A Crimson Fez
By LIZ HAGER
I’ve had my fez for 15 years. I’d like to claim I purchased it in a souk in Istanbul or Casablanca, but the truth is I got it right here in SF in a long-gone dusty little store on Polk St. I’ve never actually worn the hat outside the house. It’s too small for my head. Far from making an elegant fashion statement, it just looks dopey perched atop my crown. Even so, my fez is worn around the edges and a bit faded. More annoying, no matter how well I clean it, there always seems to be a thin layer of dust impressed into its felt-like surface. But to part with my fez would be unthinkable.
It must have been that luscious crimson that first spoke to the colorist in me. Some sources will tell you that the distinctive red hue was derived originally from the dye produced from the bright red berries of the Turkish kızılcık tree (Cornus Mas), a relative of the common American dogwood. Others will say the dyes were first made in Fez. Many other ethnic groups sported their own version of the fez.
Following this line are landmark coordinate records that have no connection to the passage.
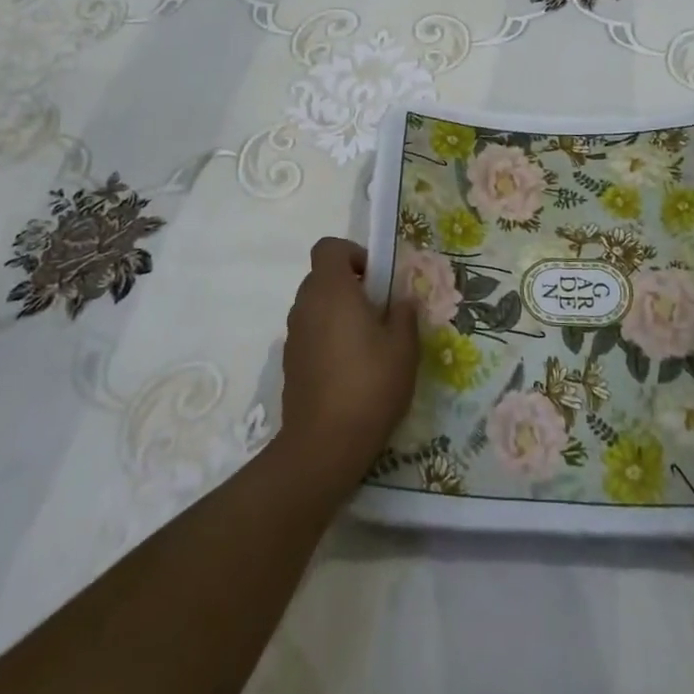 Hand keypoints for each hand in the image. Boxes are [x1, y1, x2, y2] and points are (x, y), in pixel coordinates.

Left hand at [273, 237, 419, 495]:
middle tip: (379, 313)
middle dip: (350, 285)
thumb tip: (401, 300)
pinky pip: (310, 332)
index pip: (329, 248)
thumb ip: (404, 314)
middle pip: (323, 276)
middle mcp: (306, 304)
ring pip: (316, 306)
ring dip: (338, 312)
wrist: (323, 445)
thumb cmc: (369, 386)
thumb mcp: (403, 348)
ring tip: (367, 344)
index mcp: (332, 290)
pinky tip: (349, 369)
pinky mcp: (290, 361)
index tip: (376, 279)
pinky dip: (327, 337)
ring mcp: (293, 334)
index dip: (353, 254)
How did the eponymous hat come to be associated predominantly with the Ottoman Turks?
Wikipedia reports that the conical shape is of ancient Greek origin and that the Turkic tribes adopted the hat after they conquered Greek Anatolia. I like the more poetic explanation from a guide and imam in Fez. He claimed that 19th c. Ottoman Turks came to Fez seeking education, as it was a renowned center of learning in the Muslim world. They took the hats back with them, and fellow Turks began referring to them as fezzes.
This we do know: in 1826, as part of sweeping reforms, Ottoman sultan Mahmud II, abolished the elaborate turban headdress in favor of the simple fez. Some historical pundits have suggested that it was because this brimless conical hat was less cumbersome in the bowing motion of daily prayers. The correct action of genuflection with a fez on has eluded me—I did not have to tilt my head very far for the hat to fall right off.
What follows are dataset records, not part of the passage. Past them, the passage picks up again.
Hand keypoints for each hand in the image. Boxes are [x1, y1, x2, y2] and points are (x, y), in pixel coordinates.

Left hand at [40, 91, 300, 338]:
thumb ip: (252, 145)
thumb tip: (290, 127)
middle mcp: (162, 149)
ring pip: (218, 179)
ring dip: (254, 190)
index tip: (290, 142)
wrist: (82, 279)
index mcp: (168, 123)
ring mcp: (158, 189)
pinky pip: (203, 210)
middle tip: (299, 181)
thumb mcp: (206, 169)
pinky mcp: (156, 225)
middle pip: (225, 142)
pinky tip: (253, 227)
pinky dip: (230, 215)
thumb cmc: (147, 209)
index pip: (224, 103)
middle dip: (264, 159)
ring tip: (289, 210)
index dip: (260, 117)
In 1925, Mestafa Kemal Attatürk, who led Turkey into the modern age, outlawed the fez, considering it a too-ethnic symbol of Turkey’s “backwards” past, an object of ridicule by the citizens of more modern nations. Punishment for defying the edict was severe and the fez went underground.
There are still a few fez holdouts in the world—Indonesians and Shriners, for example. But then again the hat as a item of daily costume for men has largely disappeared throughout the “modern” world. Too bad, I say.